- **Exercise instructions**: Copy every line that contains the string "highway" from the entries below.

- **Exercise data**:
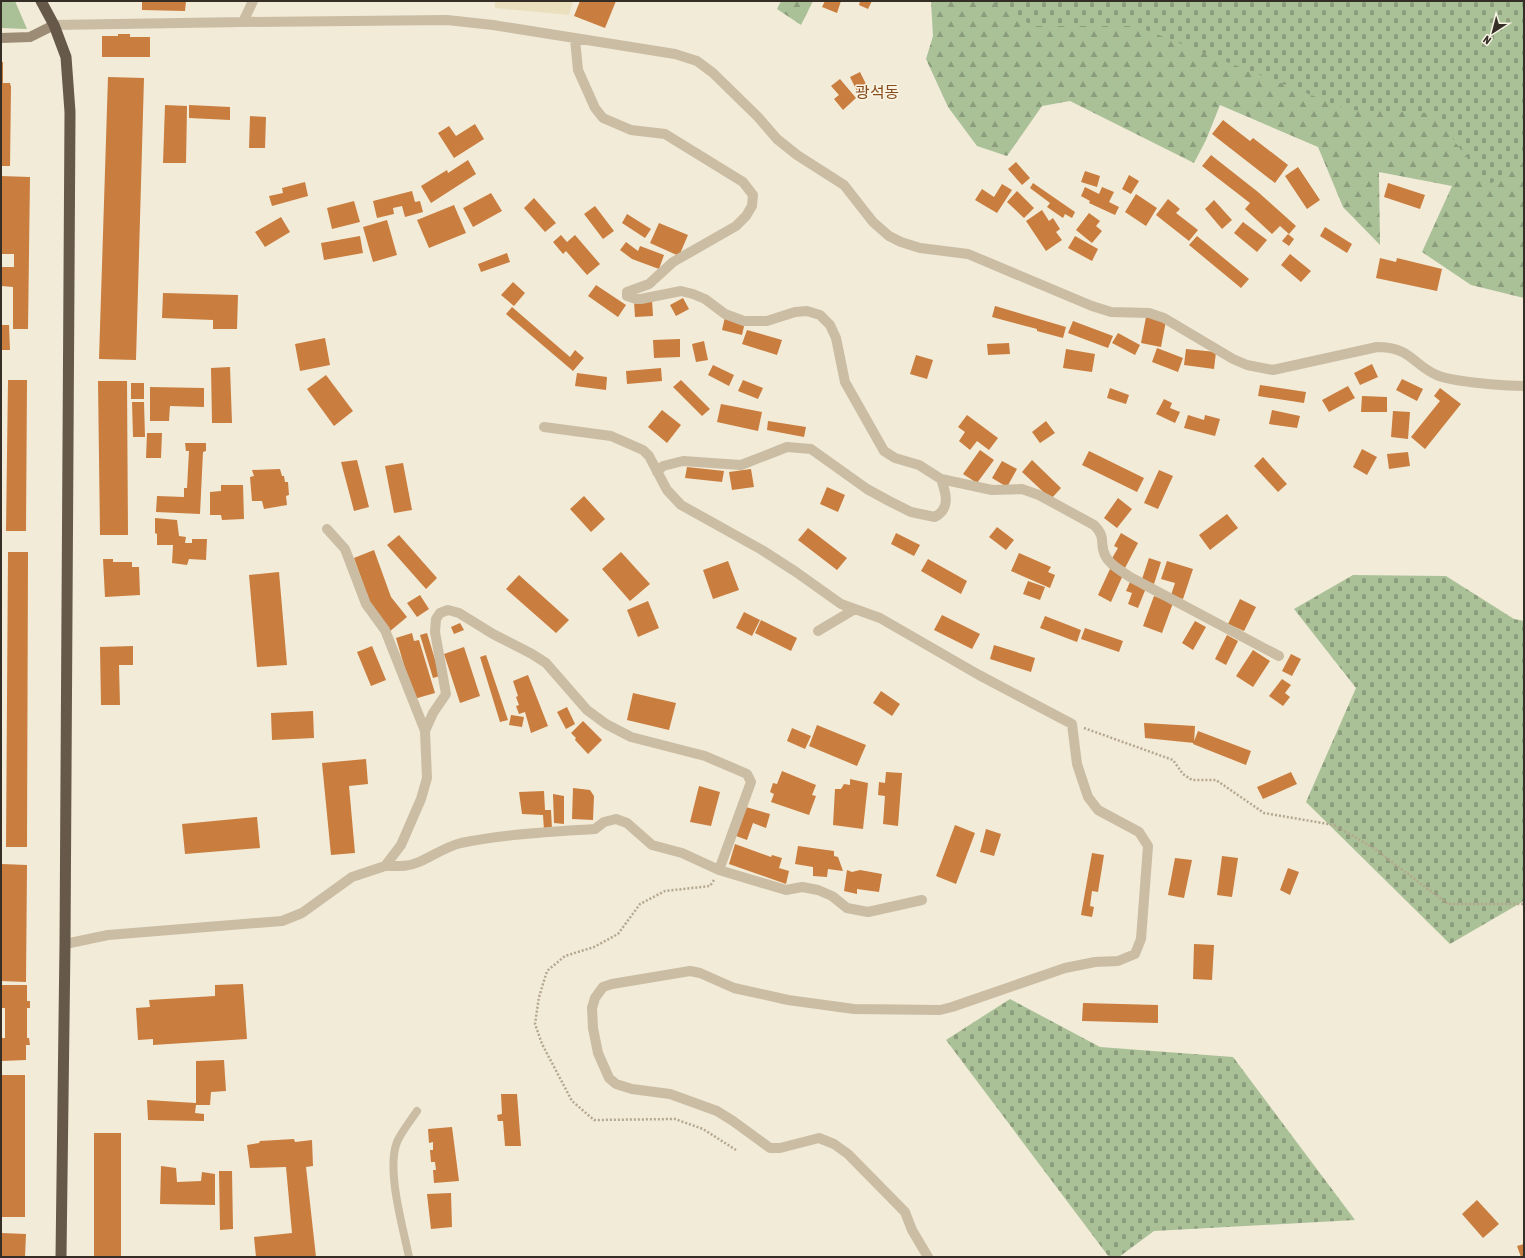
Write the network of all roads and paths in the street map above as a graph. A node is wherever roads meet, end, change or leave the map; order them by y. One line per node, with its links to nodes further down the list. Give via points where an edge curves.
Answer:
1 (41, 1): 4 (highway)
2 (253, 1): 3 (street)
3 (244, 22): 4 (street); 6 (street, via 447,20)
4 (54, 25): 5 (main road, via 30,37); 21 (highway, via 66,57 70,112)
5 (1, 38)
6 (575, 39): 7 (street, via 675,54 697,61 728,86 777,139 844,185 873,222 889,236 901,242 920,248 968,254 1111,312 1149,312 1247,365 1273,370 1377,347 1388,347 1399,349 1438,376); 10 (street, via 578,70 595,108 603,118 631,130 665,134 743,182 753,195 752,206 736,226 685,254 649,284 627,292 627,296 641,299 681,291 705,299 725,314 744,321 767,321 795,312 820,315 830,325 836,338 845,382 884,451 895,458 919,465)
7 (1524, 386)
8 (544, 427): 9 (street, via 610,436 643,450)
9 (657, 472): 10 (street, via 663,466 683,461 741,465 787,447 811,449 867,489 889,501 911,512 936,517 942,513 946,504 946,492); 12 (street, via 667,490 681,505 762,550 841,604)
10 (941, 479): 14 (street, via 992,490 1022,489 1039,495 1094,525 1100,532 1106,558 1112,565)
11 (327, 529): 16 (street, via 345,549 366,604 385,630)
12 (855, 609): 13 (street); 15 (street, via 880,618 979,676)
13 (818, 631)
14 (1279, 656)
15 (1072, 724): 20 (path, via 1173,760 1183,774 1192,780 1216,780 1264,813 1334,825 1372,847 1448,904); 26 (street, via 1077,764 1088,797 1098,810 1139,832 1148,846 1141,939 1135,954 1118,961 1064,968 940,1010 854,1009 788,1000 734,988 690,971 603,987 592,1008 598,1053 609,1078 616,1084 670,1094 717,1111 734,1120 770,1148 819,1138 834,1144 848,1154 905,1212)
16 (424, 731): 17 (street, via 427,778 422,798 401,845); 18 (street, via 446,694 435,632 436,619 440,613 448,610 459,613 546,663 587,710 606,724 631,736 705,756 747,774 751,782)
17 (385, 866): 18 (street, via 418,863 436,852 486,838 595,828 616,819 627,823 652,845 682,853); 21 (street, via 352,877 302,913 282,921 108,935)
18 (719, 870): 19 (street, via 786,890 802,887 818,890 832,896 847,908 868,912); 23 (path, via 710,886 665,891 640,904 618,934 594,947 565,956 547,971 539,997 535,1024 542,1044 572,1101 594,1120 676,1119 703,1129)
19 (922, 900)
20 (1524, 904)
21 (65, 944): 24 (highway)
22 (417, 1111): 25 (lane, via 398,1141 394,1154 399,1210)
23 (736, 1150)
24 (61, 1257)
25 (409, 1257)
26 (928, 1257)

- **Response below**:
1 (41, 1): 4 (highway)
4 (54, 25): 5 (main road, via 30,37); 21 (highway, via 66,57 70,112)
21 (65, 944): 24 (highway)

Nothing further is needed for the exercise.